Una mañana, a comienzos de febrero, el padre Sampson encabezó una delegación de norteamericanos hasta el almacén para recoger los primeros paquetes de la Cruz Roja de Estados Unidos que llegaban al campamento. El grupo de hombres desnutridos se reunió alrededor de las grandes cajas de cartón, todos pensando en alimentos. El padre Sampson recordó en ese momento su primera comida en el campamento: sopa de repollo con unos pocos trozos de nabo y muchos gusanillos flotando en la superficie. Uno de los hombres, mirando al sacerdote con gesto de pesadumbre, manifestó:

– Lo único que lamento es que los gusanos no están lo suficientemente gordos.

Con ansioso ademán abrieron las cajas de la Cruz Roja. Se produjo un silencio lleno de expectación, y luego se oyó una serie de maldiciones que superaban a todo lo que el padre Sampson había oído durante dieciocho meses de convivencia con los paracaidistas. Dentro de los paquetes aparecían raquetas de tenis, pantalones de baloncesto, paletas de ping-pong, centenares de juegos y muchas hombreras para camisetas de rugby.

Por la tarde, el padre Sampson visitó el hospital por vez primera, situado a alguna distancia del grupo americano, y atendido por médicos servios y polacos. El padre estuvo viendo cómo un médico polaco amputaba las dos piernas a un joven soldado americano, aplicando luego papel higiénico en vez de gasas, y periódicos como vendajes.

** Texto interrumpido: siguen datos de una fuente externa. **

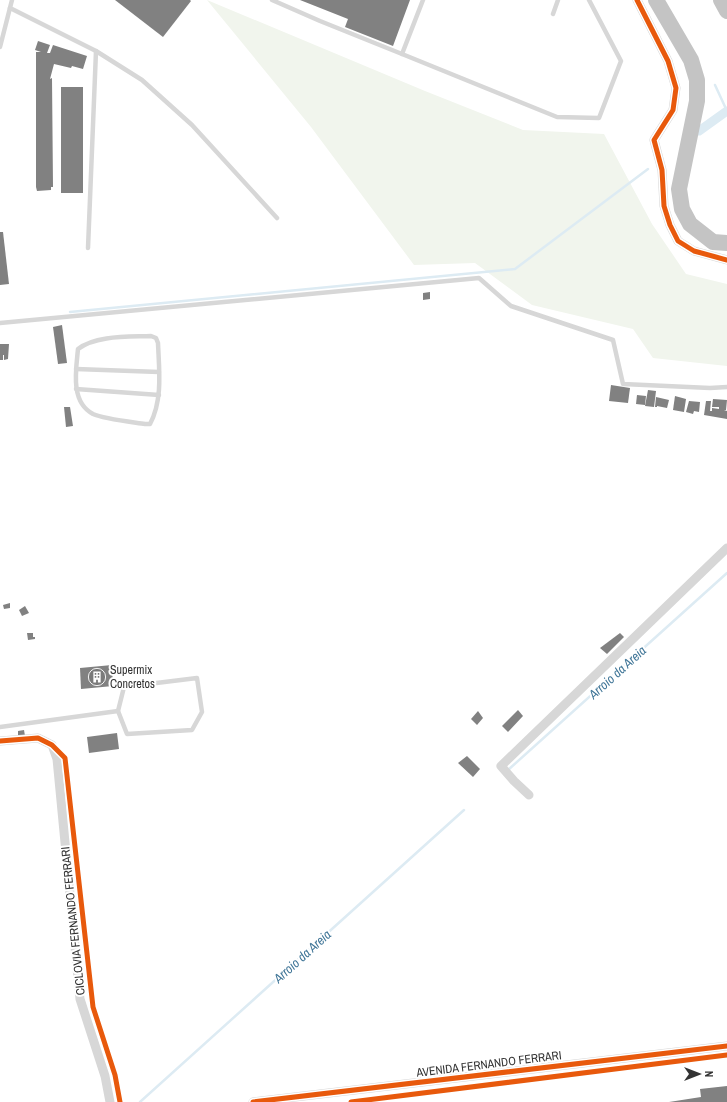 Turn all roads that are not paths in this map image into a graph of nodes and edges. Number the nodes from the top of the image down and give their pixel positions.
1 (12, 0) edge
2 (272, 0) edge
3 (422, 0) edge
4 (558, 0) edge
5 (589, 0) edge
6 (637, 0) edge
7 (656, 0) edge
8 (721, 0) edge
9 (10, 8) junction
10 (727, 11) edge
11 (553, 14) dead end
12 (0, 47) edge
13 (96, 51) junction
14 (402, 54) junction
15 (277, 218) dead end
16 (727, 243) edge
17 (88, 248) dead end
18 (727, 260) edge
19 (0, 323) edge
20 (76, 369) junction
21 (159, 372) junction
22 (727, 387) edge
23 (76, 389) junction
24 (159, 395) junction
25 (727, 548) edge
26 (118, 712) junction
27 (0, 727) edge
28 (0, 741) edge
29 (529, 795) dead end
30 (727, 1046) edge
31 (110, 1102) edge
32 (253, 1102) edge

1 - 9 lane
2 - 14 lane
3 - 14 lane
4 - 11 lane
5 - 14 lane
6 - 18 street
7 - 16 highway
8 - 10 highway
9 - 12 lane
9 - 13 lane
13 - 15 lane
13 - 17 lane
19 - 22 lane
20 - 21 lane
20 - 21 lane
20 - 23 lane
21 - 24 lane
23 - 24 lane
23 - 24 lane
25 - 29 street
26 - 26 lane
26 - 27 lane
28 - 31 street
30 - 32 street, AVENIDA FERNANDO FERRARI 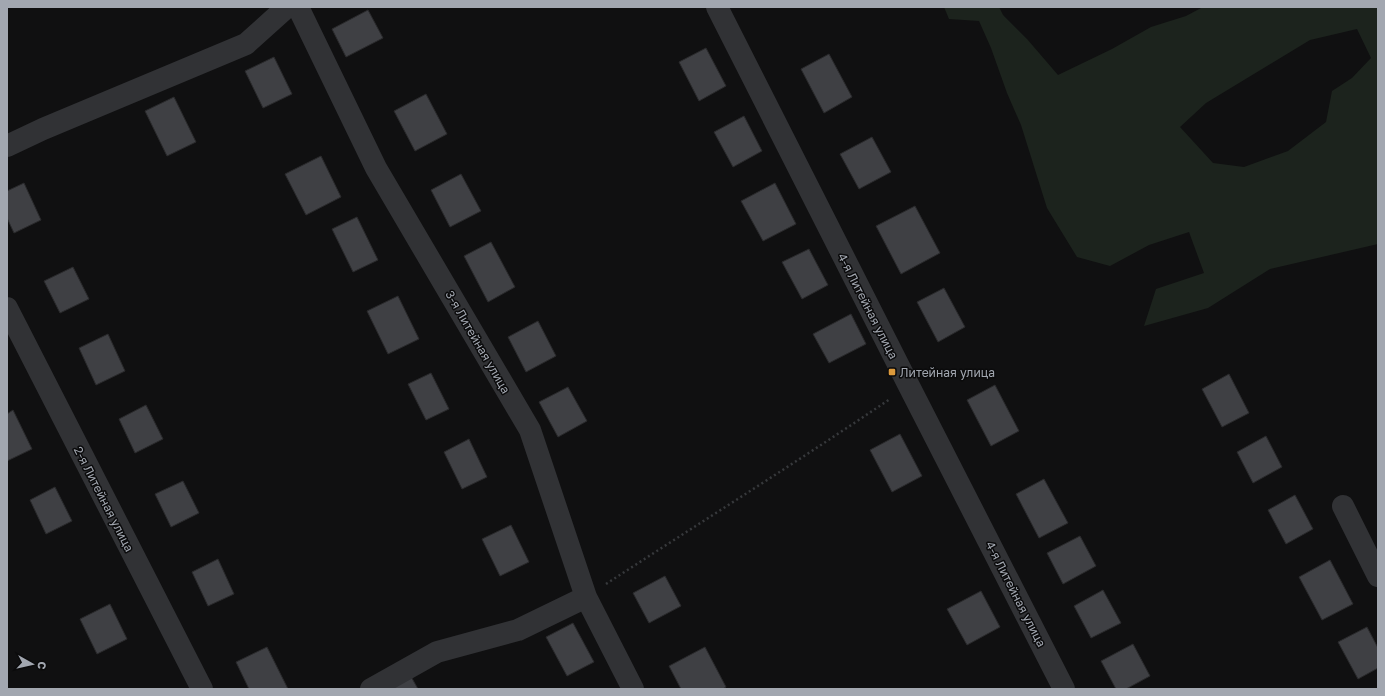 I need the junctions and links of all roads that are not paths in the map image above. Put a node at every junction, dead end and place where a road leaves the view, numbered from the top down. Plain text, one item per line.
1 (287, 7) edge
2 (298, 7) edge
3 (717, 7) edge
4 (7, 146) edge
5 (7, 308) edge
6 (1343, 506) dead end
7 (1378, 576) edge
8 (586, 597) junction
9 (202, 689) edge
10 (371, 689) edge
11 (633, 689) edge
12 (1064, 689) edge

1 - 4 street
2 - 8 street, 3-я Литейная улица
3 - 12 street, 4-я Литейная улица
5 - 9 street, 2-я Литейная улица
6 - 7 street
8 - 10 street
8 - 11 street, 3-я Литейная улица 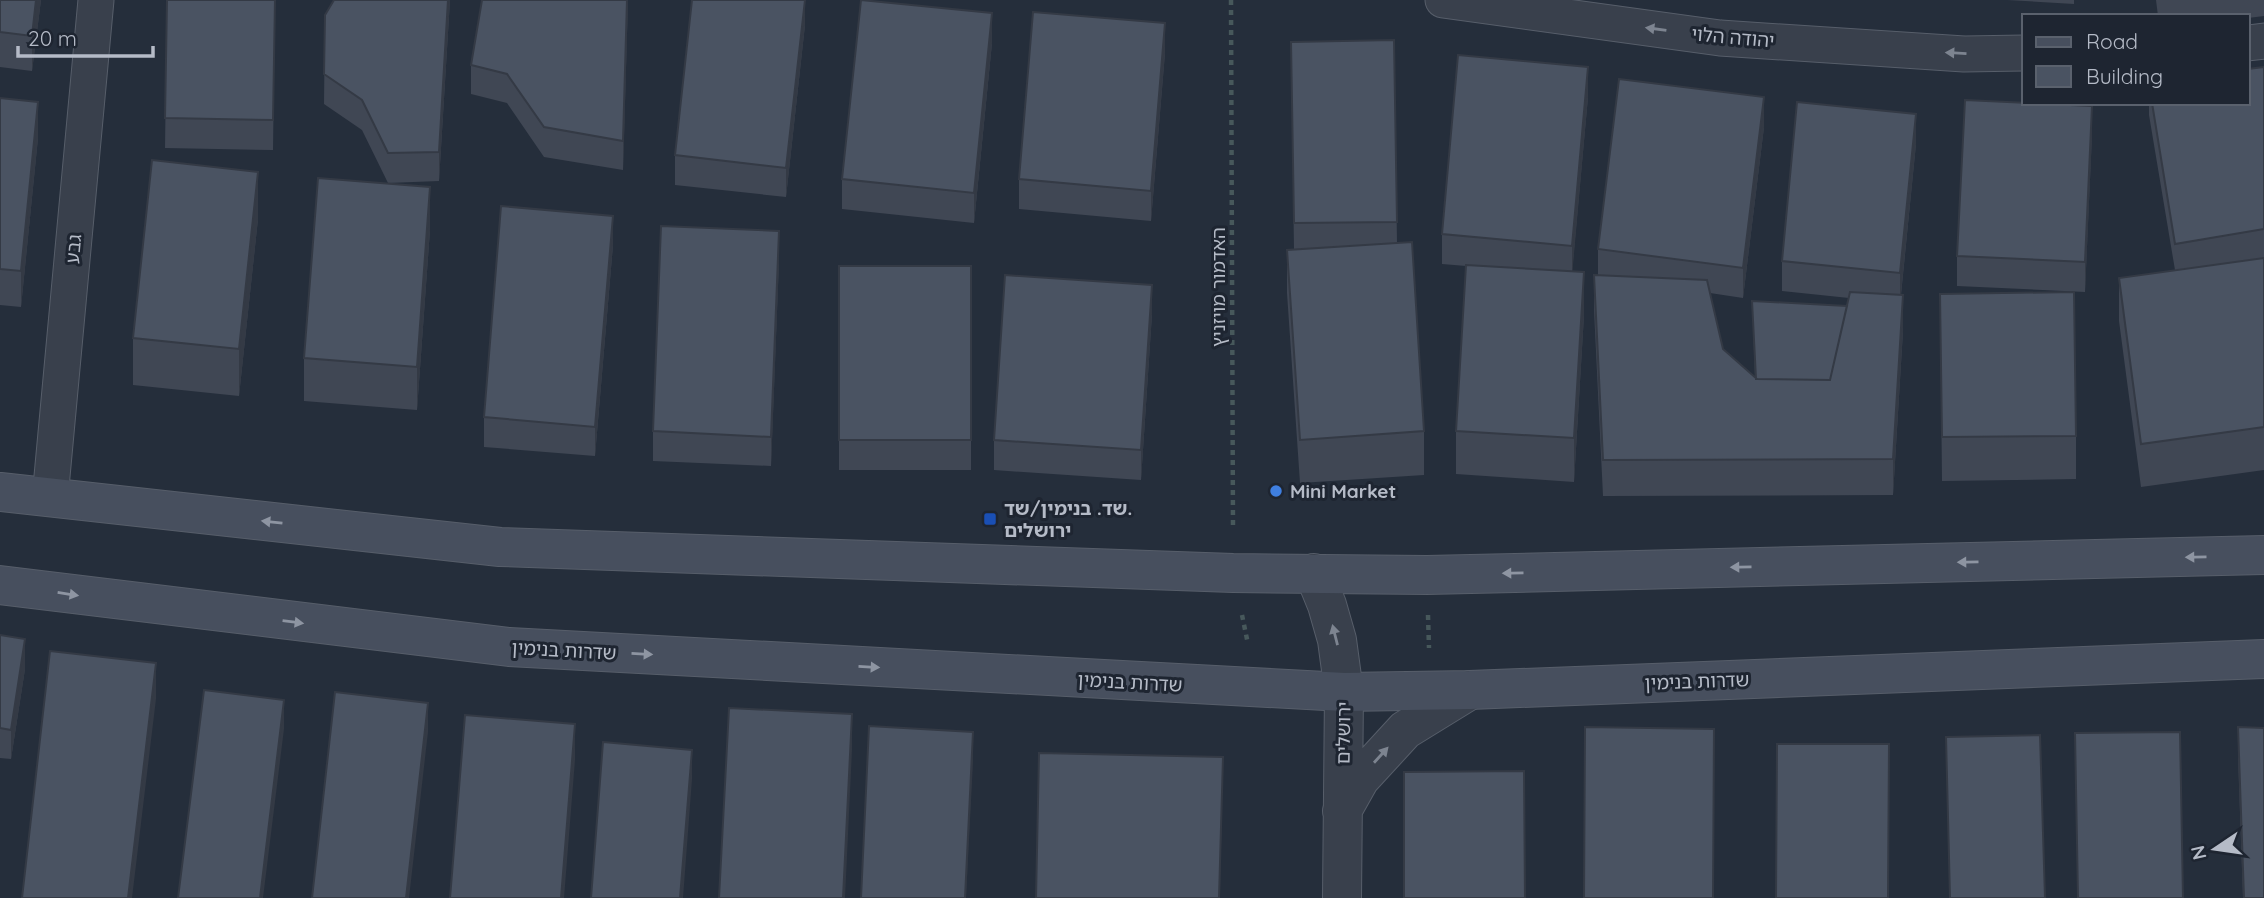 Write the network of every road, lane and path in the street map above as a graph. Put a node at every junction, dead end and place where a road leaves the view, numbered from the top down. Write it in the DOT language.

Hubo que amputar, a causa de la gangrena que se le había declarado al helársele los pies durante las prolongadas marchas y el viaje en tren por todo el territorio alemán. Con las lágrimas deslizándose por sus mejillas, el médico contó al capellán que éste era el quinto norteamericano que perdía ambas piernas. A otros dieciocho se les había amputado una sola.

Mientras el padre Sampson hablaba con otros pacientes americanos -la mayoría de ellos enfermos de disentería o de pulmonía-, se presentó un guardia alemán con el bigote recortado a lo Hitler. Era el hombre más odiado del campamento. Le llamaban «el pequeño Adolfo», y aunque sólo era cabo, tenía un cargo destacado en el Partido, y hasta el mismo comandante del campo le respetaba. En Stalag IIA, la palabra del «pequeño Adolfo» era ley, y los demás centinelas, que generalmente trataban bien a los prisioneros, decían que él se hallaba siempre detrás de cualquier atrocidad que se cometía.

«El pequeño Adolfo», que al padre Sampson le recordaba un empleadillo, gustaba discutir con él acerca de «cultura» y «civilización», por lo que en ese momento se dirigió al capellán y le preguntó:

– ¿Qué le parecen los bolcheviques?¿Cómo pueden ustedes justificar el ser aliados de los ateos rusos?

– A mi entender el Gobierno comunista y el Gobierno nazi son dos gatos de la misma raza -contestó el sacerdote-. En este momento, los nazis son los más peligrosos, debemos emplear cualquier medio para librarnos de ellos.

– ¡Está usted loco! -exclamó «el pequeño Adolfo»-. Por si no sabe la verdad, deje que le demuestre lo cerdos que son los rusos.